Segment Start: Dataset records
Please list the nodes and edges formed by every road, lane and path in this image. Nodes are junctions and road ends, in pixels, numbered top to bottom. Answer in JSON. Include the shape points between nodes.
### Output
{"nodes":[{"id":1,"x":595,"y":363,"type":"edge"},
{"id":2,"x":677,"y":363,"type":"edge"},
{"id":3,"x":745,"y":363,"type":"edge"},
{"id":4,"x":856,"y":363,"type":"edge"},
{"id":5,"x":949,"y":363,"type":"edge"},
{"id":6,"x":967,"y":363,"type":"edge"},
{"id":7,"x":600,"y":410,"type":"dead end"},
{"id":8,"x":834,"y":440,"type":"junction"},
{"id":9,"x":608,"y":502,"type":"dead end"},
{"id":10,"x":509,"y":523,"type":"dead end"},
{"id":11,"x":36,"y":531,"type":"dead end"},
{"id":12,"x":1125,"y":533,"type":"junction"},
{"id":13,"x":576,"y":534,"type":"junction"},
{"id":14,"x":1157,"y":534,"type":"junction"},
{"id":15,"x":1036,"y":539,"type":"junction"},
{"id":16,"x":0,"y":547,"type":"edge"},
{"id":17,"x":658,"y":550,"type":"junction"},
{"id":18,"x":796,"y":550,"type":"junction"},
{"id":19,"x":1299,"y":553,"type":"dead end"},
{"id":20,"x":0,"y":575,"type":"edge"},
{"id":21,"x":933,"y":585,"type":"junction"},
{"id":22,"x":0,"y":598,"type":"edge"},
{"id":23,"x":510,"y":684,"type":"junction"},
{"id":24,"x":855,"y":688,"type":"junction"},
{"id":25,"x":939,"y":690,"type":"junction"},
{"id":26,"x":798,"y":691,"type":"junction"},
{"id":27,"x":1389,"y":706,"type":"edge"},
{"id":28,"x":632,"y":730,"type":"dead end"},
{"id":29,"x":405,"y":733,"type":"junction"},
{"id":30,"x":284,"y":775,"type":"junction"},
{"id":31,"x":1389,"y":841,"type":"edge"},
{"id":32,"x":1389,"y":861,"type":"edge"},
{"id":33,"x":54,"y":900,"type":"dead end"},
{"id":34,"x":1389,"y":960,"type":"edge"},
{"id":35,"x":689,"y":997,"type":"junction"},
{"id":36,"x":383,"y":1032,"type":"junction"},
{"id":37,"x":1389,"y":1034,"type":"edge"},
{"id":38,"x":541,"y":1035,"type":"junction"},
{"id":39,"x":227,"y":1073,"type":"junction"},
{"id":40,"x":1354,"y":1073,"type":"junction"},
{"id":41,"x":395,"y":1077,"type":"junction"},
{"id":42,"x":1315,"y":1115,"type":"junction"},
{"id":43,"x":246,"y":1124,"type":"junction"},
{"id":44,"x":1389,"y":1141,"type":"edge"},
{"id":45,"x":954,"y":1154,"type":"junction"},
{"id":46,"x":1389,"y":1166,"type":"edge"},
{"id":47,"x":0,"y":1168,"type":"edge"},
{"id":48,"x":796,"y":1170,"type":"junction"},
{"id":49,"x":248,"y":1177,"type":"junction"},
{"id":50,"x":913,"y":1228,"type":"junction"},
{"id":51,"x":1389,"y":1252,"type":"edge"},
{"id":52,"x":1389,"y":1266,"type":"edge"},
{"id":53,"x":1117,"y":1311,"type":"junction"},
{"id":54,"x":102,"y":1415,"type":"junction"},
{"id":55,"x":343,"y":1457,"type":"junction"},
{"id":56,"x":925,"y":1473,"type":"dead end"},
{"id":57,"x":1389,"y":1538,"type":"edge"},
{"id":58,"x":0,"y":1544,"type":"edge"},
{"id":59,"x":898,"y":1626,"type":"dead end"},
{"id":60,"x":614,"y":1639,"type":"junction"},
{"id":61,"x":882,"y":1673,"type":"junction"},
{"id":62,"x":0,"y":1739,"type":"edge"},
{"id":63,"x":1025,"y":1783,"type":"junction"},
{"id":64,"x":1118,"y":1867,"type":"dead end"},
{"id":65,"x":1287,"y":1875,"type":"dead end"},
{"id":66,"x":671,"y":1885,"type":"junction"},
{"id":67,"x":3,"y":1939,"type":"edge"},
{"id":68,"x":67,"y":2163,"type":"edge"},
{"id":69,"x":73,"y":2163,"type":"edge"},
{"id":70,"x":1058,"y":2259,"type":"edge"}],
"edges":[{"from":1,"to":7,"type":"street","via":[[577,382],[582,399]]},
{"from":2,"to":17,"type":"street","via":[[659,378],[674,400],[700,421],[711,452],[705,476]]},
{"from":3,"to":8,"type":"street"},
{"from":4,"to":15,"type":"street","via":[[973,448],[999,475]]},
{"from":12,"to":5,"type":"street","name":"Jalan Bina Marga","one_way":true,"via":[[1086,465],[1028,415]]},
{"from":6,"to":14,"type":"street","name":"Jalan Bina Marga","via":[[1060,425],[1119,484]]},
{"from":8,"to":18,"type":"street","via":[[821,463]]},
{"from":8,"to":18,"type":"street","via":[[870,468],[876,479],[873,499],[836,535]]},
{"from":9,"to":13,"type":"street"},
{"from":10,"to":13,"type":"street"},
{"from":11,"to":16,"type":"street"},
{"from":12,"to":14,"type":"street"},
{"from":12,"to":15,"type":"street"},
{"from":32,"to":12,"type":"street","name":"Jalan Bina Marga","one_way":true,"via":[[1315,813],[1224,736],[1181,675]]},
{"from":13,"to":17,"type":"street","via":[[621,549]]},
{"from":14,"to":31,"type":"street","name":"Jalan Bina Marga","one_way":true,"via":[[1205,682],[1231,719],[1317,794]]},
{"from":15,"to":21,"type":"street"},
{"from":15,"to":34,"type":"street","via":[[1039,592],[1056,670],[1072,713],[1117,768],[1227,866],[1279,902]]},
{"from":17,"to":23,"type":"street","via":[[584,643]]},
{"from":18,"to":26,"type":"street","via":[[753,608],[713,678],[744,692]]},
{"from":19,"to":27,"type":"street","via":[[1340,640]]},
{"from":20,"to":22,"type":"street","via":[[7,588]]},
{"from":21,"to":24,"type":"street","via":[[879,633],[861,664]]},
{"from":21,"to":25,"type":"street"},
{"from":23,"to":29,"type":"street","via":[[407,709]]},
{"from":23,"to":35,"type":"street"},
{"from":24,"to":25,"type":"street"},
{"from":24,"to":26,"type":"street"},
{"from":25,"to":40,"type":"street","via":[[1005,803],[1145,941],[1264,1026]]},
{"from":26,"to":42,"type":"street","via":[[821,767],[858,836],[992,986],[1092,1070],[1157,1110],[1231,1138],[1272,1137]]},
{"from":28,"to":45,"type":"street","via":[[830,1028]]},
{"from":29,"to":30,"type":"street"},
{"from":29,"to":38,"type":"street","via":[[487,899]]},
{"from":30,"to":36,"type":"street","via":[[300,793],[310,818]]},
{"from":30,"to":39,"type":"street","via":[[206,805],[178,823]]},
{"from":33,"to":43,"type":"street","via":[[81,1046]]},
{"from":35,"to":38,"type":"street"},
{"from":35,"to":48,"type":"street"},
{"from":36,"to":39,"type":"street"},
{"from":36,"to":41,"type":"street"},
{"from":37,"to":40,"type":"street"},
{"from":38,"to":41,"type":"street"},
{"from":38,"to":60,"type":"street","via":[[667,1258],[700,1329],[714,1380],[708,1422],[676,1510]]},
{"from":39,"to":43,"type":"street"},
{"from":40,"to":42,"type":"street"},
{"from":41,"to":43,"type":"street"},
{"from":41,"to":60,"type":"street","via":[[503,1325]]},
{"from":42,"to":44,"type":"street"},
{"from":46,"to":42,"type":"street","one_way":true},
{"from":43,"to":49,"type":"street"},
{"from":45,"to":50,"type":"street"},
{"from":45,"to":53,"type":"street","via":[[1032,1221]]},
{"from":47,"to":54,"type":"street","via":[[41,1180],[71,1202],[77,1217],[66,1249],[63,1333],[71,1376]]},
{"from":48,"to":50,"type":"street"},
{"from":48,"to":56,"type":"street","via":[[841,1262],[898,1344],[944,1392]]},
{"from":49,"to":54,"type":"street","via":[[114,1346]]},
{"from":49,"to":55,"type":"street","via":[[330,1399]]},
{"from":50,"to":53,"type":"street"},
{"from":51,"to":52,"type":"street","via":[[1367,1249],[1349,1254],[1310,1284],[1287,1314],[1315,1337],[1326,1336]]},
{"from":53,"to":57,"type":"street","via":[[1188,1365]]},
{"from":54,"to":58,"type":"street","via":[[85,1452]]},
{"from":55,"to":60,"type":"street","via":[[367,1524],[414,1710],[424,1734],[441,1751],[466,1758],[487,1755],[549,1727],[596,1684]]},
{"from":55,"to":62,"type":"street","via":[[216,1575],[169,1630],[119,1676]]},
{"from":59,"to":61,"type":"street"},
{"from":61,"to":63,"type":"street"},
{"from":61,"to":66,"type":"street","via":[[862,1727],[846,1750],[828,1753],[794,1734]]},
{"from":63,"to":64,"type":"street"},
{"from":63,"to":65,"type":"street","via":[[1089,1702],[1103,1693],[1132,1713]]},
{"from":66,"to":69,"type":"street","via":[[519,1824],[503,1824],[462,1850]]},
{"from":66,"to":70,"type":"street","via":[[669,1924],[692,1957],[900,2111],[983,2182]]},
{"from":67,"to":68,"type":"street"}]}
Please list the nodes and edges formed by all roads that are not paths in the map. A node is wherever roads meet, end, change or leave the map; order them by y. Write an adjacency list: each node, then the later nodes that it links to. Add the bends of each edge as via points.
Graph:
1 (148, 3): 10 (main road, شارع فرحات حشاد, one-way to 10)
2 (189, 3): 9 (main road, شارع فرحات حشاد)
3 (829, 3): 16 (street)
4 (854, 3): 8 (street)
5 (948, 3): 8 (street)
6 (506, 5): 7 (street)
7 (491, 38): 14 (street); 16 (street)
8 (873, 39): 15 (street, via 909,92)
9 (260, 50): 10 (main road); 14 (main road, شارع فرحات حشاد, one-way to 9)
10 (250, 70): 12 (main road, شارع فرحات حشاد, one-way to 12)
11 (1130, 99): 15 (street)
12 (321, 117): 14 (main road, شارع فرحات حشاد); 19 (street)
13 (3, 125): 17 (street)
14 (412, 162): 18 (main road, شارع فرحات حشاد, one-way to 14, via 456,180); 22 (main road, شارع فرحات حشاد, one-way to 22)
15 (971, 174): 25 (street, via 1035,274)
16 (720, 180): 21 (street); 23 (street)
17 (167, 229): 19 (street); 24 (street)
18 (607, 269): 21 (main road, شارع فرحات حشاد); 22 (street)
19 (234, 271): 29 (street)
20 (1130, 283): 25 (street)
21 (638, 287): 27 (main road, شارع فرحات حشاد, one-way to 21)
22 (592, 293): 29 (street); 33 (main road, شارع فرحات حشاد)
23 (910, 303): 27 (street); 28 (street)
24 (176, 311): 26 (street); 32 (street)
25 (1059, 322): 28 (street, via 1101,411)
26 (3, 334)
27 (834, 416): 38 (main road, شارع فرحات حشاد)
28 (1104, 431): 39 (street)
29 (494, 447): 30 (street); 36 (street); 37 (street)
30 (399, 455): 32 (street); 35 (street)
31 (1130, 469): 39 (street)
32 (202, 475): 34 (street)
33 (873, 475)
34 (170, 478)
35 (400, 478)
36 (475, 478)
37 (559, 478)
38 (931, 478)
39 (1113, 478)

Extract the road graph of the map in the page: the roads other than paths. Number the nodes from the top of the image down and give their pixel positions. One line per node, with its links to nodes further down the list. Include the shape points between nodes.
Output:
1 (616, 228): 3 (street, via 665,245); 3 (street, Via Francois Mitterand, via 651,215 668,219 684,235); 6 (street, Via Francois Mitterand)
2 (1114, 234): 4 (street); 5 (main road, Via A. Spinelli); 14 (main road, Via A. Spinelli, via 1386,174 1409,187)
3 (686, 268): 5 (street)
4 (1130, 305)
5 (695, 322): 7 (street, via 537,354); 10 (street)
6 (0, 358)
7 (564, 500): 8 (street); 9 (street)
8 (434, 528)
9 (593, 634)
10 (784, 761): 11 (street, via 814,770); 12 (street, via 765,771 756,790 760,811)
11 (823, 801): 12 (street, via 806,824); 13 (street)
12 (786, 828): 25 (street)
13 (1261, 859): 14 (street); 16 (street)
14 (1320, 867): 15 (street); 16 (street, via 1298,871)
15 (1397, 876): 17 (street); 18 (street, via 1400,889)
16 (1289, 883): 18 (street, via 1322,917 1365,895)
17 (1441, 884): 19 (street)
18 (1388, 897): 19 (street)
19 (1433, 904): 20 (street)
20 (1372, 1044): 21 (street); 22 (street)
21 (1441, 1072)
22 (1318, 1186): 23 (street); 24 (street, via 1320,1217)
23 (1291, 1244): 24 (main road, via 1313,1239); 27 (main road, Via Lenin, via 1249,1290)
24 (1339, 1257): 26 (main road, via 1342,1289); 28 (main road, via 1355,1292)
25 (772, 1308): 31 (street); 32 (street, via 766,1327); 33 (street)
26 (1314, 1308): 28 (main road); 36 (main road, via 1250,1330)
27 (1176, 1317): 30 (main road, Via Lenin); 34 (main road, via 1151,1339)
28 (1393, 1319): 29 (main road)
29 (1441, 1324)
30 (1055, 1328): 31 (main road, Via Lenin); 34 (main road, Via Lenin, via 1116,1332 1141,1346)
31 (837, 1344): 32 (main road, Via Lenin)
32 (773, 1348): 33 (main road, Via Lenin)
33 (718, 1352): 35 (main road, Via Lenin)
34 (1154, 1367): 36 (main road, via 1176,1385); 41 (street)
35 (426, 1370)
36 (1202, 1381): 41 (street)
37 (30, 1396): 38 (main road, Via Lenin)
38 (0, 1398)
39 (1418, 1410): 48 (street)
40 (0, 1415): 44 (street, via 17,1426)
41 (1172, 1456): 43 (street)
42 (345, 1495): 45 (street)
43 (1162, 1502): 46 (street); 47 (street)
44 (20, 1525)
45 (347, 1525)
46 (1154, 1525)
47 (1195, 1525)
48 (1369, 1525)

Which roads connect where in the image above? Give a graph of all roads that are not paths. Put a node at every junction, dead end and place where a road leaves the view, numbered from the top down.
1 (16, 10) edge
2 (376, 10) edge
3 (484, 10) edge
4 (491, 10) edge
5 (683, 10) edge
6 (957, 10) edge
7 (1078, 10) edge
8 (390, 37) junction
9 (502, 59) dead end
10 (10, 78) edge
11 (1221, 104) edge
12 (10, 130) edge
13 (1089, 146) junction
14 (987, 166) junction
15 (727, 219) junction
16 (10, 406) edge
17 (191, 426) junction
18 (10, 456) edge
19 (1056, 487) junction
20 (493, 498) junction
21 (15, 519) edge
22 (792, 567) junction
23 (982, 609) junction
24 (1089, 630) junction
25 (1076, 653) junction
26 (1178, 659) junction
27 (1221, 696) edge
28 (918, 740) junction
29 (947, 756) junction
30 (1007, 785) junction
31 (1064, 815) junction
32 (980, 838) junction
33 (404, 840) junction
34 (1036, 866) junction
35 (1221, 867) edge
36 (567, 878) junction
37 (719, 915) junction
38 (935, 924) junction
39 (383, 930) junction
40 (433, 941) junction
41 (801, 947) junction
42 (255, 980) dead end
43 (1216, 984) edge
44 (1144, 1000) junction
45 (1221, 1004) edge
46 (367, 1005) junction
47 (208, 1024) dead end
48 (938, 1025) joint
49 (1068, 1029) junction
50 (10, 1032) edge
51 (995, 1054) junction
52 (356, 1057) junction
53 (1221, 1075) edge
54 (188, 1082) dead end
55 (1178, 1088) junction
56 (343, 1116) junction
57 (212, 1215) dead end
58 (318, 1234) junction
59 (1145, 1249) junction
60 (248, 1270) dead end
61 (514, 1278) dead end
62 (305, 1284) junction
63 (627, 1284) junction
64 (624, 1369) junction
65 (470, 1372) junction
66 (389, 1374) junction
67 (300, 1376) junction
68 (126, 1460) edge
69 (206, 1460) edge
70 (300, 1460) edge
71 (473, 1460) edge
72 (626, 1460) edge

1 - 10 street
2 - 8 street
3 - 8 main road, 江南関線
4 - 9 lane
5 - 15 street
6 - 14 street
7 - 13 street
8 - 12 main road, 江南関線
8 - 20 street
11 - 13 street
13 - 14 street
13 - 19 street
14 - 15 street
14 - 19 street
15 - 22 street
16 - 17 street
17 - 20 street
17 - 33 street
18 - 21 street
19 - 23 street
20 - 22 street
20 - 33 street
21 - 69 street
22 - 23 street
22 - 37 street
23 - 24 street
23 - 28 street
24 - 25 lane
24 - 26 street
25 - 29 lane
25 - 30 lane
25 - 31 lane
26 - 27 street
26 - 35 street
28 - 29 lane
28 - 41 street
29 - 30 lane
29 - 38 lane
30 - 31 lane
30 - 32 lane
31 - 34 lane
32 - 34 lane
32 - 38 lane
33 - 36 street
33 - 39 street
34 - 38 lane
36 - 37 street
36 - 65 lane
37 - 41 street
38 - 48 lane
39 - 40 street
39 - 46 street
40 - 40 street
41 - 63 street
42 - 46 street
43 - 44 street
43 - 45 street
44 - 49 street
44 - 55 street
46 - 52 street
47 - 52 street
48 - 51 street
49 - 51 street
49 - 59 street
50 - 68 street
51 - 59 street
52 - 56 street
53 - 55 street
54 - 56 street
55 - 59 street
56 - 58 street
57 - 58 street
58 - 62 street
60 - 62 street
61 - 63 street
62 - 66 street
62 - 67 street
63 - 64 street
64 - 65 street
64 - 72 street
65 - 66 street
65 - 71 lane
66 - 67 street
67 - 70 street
Segment End: Dataset records
What lines in the records above include the string "list"? Copy each one.

Please list the nodes and edges formed by every road, lane and path in this image. Nodes are junctions and road ends, in pixels, numbered top to bottom. Answer in JSON. Include the shape points between nodes.
Please list the nodes and edges formed by all roads that are not paths in the map. A node is wherever roads meet, end, change or leave the map; order them by y. Write an adjacency list: each node, then the later nodes that it links to. Add the bends of each edge as via points.
Extract the road graph of the map in the page: the roads other than paths. Number the nodes from the top of the image down and give their pixel positions. One line per node, with its links to nodes further down the list. Include the shape points between nodes.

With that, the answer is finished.